I don’t think that wealth inequality is a problem, and therefore don’t agree that taxation should be used to address it.

If you want to shift tax burden from very wealthy Americans onto average citizens, what do you hope to achieve with that?

What is the purpose of taxation then, in your view?

> I don’t think that wealth inequality is a problem

I have a very hard time understanding this perspective.

Wealth can already buy (directly or indirectly) all forms of property, political power and even legal outcomes. I see no real way to remedy any of that, so it seems clear to me that (wealth) inequality must be somewhat kept in check to prevent our society from degenerating into some form of neo-feudalism.

What is your view on that? Do you want a society more strongly stratified by wealth? (why?)

Would you want to provide less equal opportunity in life for Americans is general, or would that be an undesirable side-effect?

Sorry for asking apparently loaded questions-- I'm genuinely trying to understand your viewpoint, and attacking the points that seem most critical from my view.

I don’t see it as “shifting” burden onto the middle class - it’s more about shifting the burden away from the upper class, who carry a disproportionate amount of the burden.

Both wealthy Americans and the middle class consume approximately the same government resources, and it’s not fair that the upper class should have to shoulder the majority of the tax burden.

> What is the purpose of taxation then, in your view?

To fund the government.

> Wealth can already buy (directly or indirectly) all forms of property, political power and even legal outcomes.

I don’t agree with this claim. Bloomberg outspent his opponents to an absurd degree, which resulted in him losing by an embarrassing amount.

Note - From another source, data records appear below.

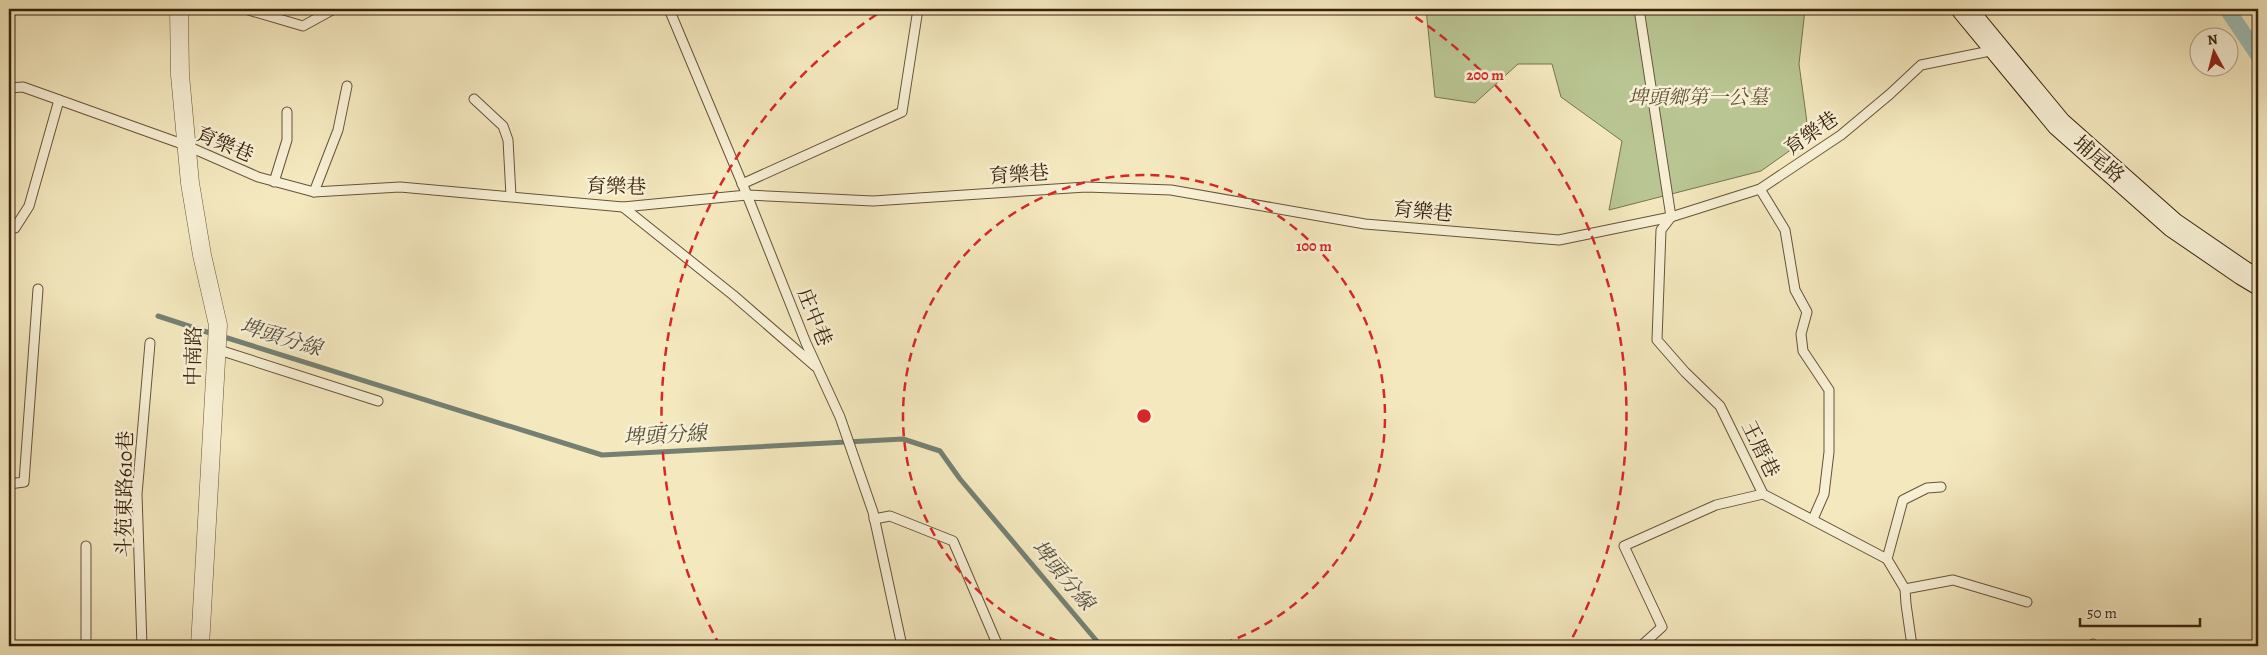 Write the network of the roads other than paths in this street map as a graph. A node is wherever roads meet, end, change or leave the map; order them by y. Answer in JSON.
{"nodes":[{"id":1,"x":178,"y":9,"type":"edge"},
{"id":2,"x":245,"y":9,"type":"edge"},
{"id":3,"x":334,"y":9,"type":"edge"},
{"id":4,"x":669,"y":9,"type":"edge"},
{"id":5,"x":918,"y":9,"type":"edge"},
{"id":6,"x":1639,"y":9,"type":"edge"},
{"id":7,"x":1964,"y":9,"type":"edge"},
{"id":8,"x":1997,"y":49,"type":"junction"},
{"id":9,"x":347,"y":86,"type":"dead end"},
{"id":10,"x":9,"y":88,"type":"edge"},
{"id":11,"x":474,"y":99,"type":"dead end"},
{"id":12,"x":59,"y":100,"type":"junction"},
{"id":13,"x":287,"y":112,"type":"dead end"},
{"id":14,"x":185,"y":145,"type":"junction"},
{"id":15,"x":274,"y":182,"type":"junction"},
{"id":16,"x":742,"y":184,"type":"junction"},
{"id":17,"x":1760,"y":189,"type":"junction"},
{"id":18,"x":314,"y":192,"type":"junction"},
{"id":19,"x":747,"y":195,"type":"junction"},
{"id":20,"x":511,"y":196,"type":"junction"},
{"id":21,"x":624,"y":207,"type":"junction"},
{"id":22,"x":1671,"y":217,"type":"junction"},
{"id":23,"x":9,"y":227,"type":"edge"},
{"id":24,"x":2258,"y":282,"type":"edge"},
{"id":25,"x":38,"y":289,"type":"dead end"},
{"id":26,"x":150,"y":343,"type":"dead end"},
{"id":27,"x":216,"y":350,"type":"junction"},
{"id":28,"x":817,"y":367,"type":"junction"},
{"id":29,"x":378,"y":401,"type":"dead end"},
{"id":30,"x":9,"y":484,"type":"edge"},
{"id":31,"x":1941,"y":487,"type":"dead end"},
{"id":32,"x":1763,"y":494,"type":"junction"},
{"id":33,"x":874,"y":519,"type":"junction"},
{"id":34,"x":1813,"y":519,"type":"junction"},
{"id":35,"x":86,"y":546,"type":"dead end"},
{"id":36,"x":1887,"y":559,"type":"junction"},
{"id":37,"x":1905,"y":589,"type":"junction"},
{"id":38,"x":2027,"y":602,"type":"dead end"},
{"id":39,"x":86,"y":646,"type":"edge"},
{"id":40,"x":142,"y":646,"type":"edge"},
{"id":41,"x":200,"y":646,"type":"edge"},
{"id":42,"x":902,"y":646,"type":"edge"},
{"id":43,"x":998,"y":646,"type":"edge"},
{"id":44,"x":1641,"y":646,"type":"edge"},
{"id":45,"x":1912,"y":646,"type":"edge"}],
"edges":[{"from":1,"to":14,"type":"street","name":"中南路"},
{"from":2,"to":3,"type":"lane"},
{"from":4,"to":16,"type":"lane","name":"庄中巷"},
{"from":5,"to":16,"type":"lane"},
{"from":6,"to":22,"type":"lane"},
{"from":7,"to":8,"type":"street","name":"埔尾路"},
{"from":8,"to":17,"type":"lane","name":"育樂巷"},
{"from":8,"to":24,"type":"street","name":"埔尾路"},
{"from":9,"to":18,"type":"lane"},
{"from":10,"to":12,"type":"lane","name":"育樂巷"},
{"from":11,"to":20,"type":"lane"},
{"from":12,"to":14,"type":"lane","name":"育樂巷"},
{"from":12,"to":23,"type":"lane"},
{"from":13,"to":15,"type":"lane"},
{"from":14,"to":15,"type":"lane","name":"育樂巷"},
{"from":14,"to":27,"type":"street","name":"中南路"},
{"from":15,"to":18,"type":"lane","name":"育樂巷"},
{"from":16,"to":19,"type":"lane","name":"庄中巷"},
{"from":17,"to":22,"type":"lane","name":"育樂巷"},
{"from":17,"to":34,"type":"lane"},
{"from":18,"to":20,"type":"lane","name":"育樂巷"},
{"from":19,"to":21,"type":"lane","name":"育樂巷"},
{"from":19,"to":22,"type":"lane","name":"育樂巷"},
{"from":19,"to":28,"type":"lane","name":"庄中巷"},
{"from":20,"to":21,"type":"lane","name":"育樂巷"},
{"from":21,"to":28,"type":"lane"},
{"from":22,"to":32,"type":"lane","name":"王厝巷"},
{"from":25,"to":30,"type":"lane"},
{"from":26,"to":40,"type":"lane","name":"斗苑東路610巷"},
{"from":27,"to":29,"type":"lane"},
{"from":27,"to":41,"type":"street","name":"中南路"},
{"from":28,"to":33,"type":"lane","name":"庄中巷"},
{"from":31,"to":36,"type":"lane"},
{"from":32,"to":34,"type":"lane","name":"王厝巷"},
{"from":32,"to":44,"type":"lane"},
{"from":33,"to":42,"type":"lane","name":"庄中巷"},
{"from":33,"to":43,"type":"lane"},
{"from":34,"to":36,"type":"lane","name":"王厝巷"},
{"from":35,"to":39,"type":"lane"},
{"from":36,"to":37,"type":"lane"},
{"from":37,"to":38,"type":"lane"},
{"from":37,"to":45,"type":"lane"}]}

> Would you want to provide less equal opportunity in life for Americans is general, or would that be an undesirable side-effect?

I don’t agree that wealth inequality results in less opportunity for anyone.

> it’s not fair that the upper class should have to shoulder the majority of the tax burden.

I don't know what the definition of "upper class" is to you, but from my view anyone that earns most of his income not by working himself but by others working for him in some form (capital gains, rent, employees, ...) draws wayyyyy outsized use from the state compared to an average citizen. Not only does the state provide enforcement, but also infrastructure, education for workers, a framework to solve disputes, ...

So those people should also pay morefor that privilege. Note especially how companies taking over the roles of a state is not really a thing anymore (company towns, providing education, solving disputes, internal paramilitary, etc): Everyone realizes they are getting a brilliant deal, and no one actually wants to take over those functions (despite lots of people whining about government inefficiency all day long).

All this is much more valueable and useful the bigger your whole money making enterprise is, obviously.

> I don’t agree with this claim. Bloomberg outspent his opponents to an absurd degree, which resulted in him losing by an embarrassing amount.

What is your claim? Media/campaign spending most obviously has a large effect on voting outcomes, because otherwise people wouldn't spend billions on it.

I'm not saying that by spending money you can literally win every election ever, my point is just that sufficient media spending alters voting outcomes most drastically. You don't even need to play the political circus yourself to get access (just consider Musk spending a good chunk and basically getting the DOGE thingy in return).

> I don’t agree that wealth inequality results in less opportunity for anyone.

In a very obvious way, wealth already buys you time, the most valuable opportunity cost for anyone-- time that an average person would need to spend breadwinning for themselves/family.

Education, business contacts, employees and machinery of all kinds are up for sale as well.

If wealth is stratified, the number and kinds of opportunities available to people will necessarily become much more different as well.